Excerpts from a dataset
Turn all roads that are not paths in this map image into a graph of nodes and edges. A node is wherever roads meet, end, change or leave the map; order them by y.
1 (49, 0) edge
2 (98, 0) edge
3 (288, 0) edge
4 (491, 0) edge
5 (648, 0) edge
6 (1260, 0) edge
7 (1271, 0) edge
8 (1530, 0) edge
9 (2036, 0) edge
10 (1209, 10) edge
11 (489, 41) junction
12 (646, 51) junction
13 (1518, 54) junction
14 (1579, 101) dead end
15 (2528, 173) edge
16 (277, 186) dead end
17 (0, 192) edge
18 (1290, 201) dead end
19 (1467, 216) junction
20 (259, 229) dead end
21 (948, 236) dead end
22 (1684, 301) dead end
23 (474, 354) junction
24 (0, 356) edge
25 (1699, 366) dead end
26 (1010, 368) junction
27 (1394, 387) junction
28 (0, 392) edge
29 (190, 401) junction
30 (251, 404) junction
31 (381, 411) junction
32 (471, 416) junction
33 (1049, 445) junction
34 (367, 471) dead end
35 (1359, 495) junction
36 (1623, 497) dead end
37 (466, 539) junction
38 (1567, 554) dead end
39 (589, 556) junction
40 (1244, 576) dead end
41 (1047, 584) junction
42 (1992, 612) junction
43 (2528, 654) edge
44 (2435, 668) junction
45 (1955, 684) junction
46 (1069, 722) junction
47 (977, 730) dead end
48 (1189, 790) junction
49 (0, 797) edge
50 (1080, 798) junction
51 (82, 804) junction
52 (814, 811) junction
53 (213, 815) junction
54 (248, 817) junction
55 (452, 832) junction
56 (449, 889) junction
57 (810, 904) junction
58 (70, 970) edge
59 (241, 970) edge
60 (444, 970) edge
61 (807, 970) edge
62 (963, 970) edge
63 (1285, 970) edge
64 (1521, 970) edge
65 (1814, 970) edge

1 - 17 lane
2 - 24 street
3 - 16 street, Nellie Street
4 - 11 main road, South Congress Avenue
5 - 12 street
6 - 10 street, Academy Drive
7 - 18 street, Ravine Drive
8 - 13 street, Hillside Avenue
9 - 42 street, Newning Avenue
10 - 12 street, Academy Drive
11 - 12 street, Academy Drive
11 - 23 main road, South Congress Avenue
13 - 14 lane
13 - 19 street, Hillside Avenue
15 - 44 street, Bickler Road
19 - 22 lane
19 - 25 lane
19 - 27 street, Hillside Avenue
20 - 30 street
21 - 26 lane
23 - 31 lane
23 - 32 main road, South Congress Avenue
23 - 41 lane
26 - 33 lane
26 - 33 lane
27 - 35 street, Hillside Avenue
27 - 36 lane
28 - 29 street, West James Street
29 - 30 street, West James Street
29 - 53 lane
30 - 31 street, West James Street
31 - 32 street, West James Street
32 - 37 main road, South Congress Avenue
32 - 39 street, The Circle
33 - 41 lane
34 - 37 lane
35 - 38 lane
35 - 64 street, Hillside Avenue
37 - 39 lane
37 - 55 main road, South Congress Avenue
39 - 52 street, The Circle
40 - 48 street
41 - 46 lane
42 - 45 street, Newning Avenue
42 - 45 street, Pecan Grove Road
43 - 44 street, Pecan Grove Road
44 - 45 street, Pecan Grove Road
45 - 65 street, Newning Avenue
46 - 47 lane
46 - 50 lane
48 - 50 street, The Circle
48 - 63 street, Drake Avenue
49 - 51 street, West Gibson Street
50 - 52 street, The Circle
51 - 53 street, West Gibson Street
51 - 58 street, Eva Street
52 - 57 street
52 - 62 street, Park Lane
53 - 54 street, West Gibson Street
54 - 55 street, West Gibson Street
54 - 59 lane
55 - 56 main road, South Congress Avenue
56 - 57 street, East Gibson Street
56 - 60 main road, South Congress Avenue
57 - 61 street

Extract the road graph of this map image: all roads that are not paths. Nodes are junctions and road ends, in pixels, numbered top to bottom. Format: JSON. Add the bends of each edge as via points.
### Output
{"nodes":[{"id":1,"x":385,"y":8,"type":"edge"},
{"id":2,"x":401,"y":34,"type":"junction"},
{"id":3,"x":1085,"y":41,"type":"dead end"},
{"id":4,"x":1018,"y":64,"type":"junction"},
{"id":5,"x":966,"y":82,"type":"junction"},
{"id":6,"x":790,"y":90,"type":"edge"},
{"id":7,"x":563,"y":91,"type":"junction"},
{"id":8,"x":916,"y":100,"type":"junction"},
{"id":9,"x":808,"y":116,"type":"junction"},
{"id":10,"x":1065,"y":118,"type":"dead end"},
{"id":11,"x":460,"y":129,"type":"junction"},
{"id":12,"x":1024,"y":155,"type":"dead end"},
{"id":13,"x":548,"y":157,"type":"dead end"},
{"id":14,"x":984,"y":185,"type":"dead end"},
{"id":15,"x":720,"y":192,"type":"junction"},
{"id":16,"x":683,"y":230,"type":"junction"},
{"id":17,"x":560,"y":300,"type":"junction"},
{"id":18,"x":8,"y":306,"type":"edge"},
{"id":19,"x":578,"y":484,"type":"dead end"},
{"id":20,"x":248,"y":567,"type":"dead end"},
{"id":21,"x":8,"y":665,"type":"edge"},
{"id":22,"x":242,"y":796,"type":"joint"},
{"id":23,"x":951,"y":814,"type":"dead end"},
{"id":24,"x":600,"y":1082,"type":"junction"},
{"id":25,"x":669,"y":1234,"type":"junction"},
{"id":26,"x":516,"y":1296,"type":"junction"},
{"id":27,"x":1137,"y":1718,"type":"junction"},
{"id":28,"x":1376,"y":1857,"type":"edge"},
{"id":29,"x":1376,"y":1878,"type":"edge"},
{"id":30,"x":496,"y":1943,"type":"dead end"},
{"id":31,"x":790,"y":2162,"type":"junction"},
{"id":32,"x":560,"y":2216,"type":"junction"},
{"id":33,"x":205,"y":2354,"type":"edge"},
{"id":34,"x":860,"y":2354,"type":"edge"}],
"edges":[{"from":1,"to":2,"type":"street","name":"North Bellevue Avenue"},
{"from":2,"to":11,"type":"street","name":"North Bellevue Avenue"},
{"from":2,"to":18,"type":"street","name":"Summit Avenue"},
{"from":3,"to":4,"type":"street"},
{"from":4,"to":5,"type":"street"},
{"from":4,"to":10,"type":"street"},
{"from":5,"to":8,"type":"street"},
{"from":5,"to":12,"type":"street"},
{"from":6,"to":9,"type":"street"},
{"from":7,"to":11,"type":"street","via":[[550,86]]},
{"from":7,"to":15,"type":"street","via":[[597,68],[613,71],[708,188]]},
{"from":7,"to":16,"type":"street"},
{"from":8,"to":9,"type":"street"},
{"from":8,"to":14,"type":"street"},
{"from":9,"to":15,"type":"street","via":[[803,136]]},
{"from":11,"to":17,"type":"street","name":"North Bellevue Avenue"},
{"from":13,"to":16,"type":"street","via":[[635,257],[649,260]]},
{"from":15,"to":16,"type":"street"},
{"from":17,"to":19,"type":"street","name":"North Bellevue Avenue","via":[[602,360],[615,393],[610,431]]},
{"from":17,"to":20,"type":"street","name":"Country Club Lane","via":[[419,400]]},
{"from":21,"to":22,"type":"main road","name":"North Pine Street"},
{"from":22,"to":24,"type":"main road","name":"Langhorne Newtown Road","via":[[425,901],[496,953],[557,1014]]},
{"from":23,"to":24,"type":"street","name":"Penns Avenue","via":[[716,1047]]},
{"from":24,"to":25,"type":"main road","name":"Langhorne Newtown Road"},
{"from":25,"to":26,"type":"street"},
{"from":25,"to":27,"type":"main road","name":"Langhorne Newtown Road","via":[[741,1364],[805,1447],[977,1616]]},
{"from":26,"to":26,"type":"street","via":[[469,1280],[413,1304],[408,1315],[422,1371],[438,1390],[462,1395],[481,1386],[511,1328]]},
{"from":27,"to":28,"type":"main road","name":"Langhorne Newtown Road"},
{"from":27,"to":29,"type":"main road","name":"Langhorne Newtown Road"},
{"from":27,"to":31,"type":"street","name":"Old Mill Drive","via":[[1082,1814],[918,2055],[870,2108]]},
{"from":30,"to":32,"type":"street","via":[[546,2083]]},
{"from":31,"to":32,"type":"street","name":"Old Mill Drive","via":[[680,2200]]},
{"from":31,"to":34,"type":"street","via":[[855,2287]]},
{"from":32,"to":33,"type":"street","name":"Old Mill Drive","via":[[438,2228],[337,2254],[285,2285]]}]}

▸ **To do**:
On how many lines of the data does "edges" appear? Give only that number.

▸ **Output of the task**:
2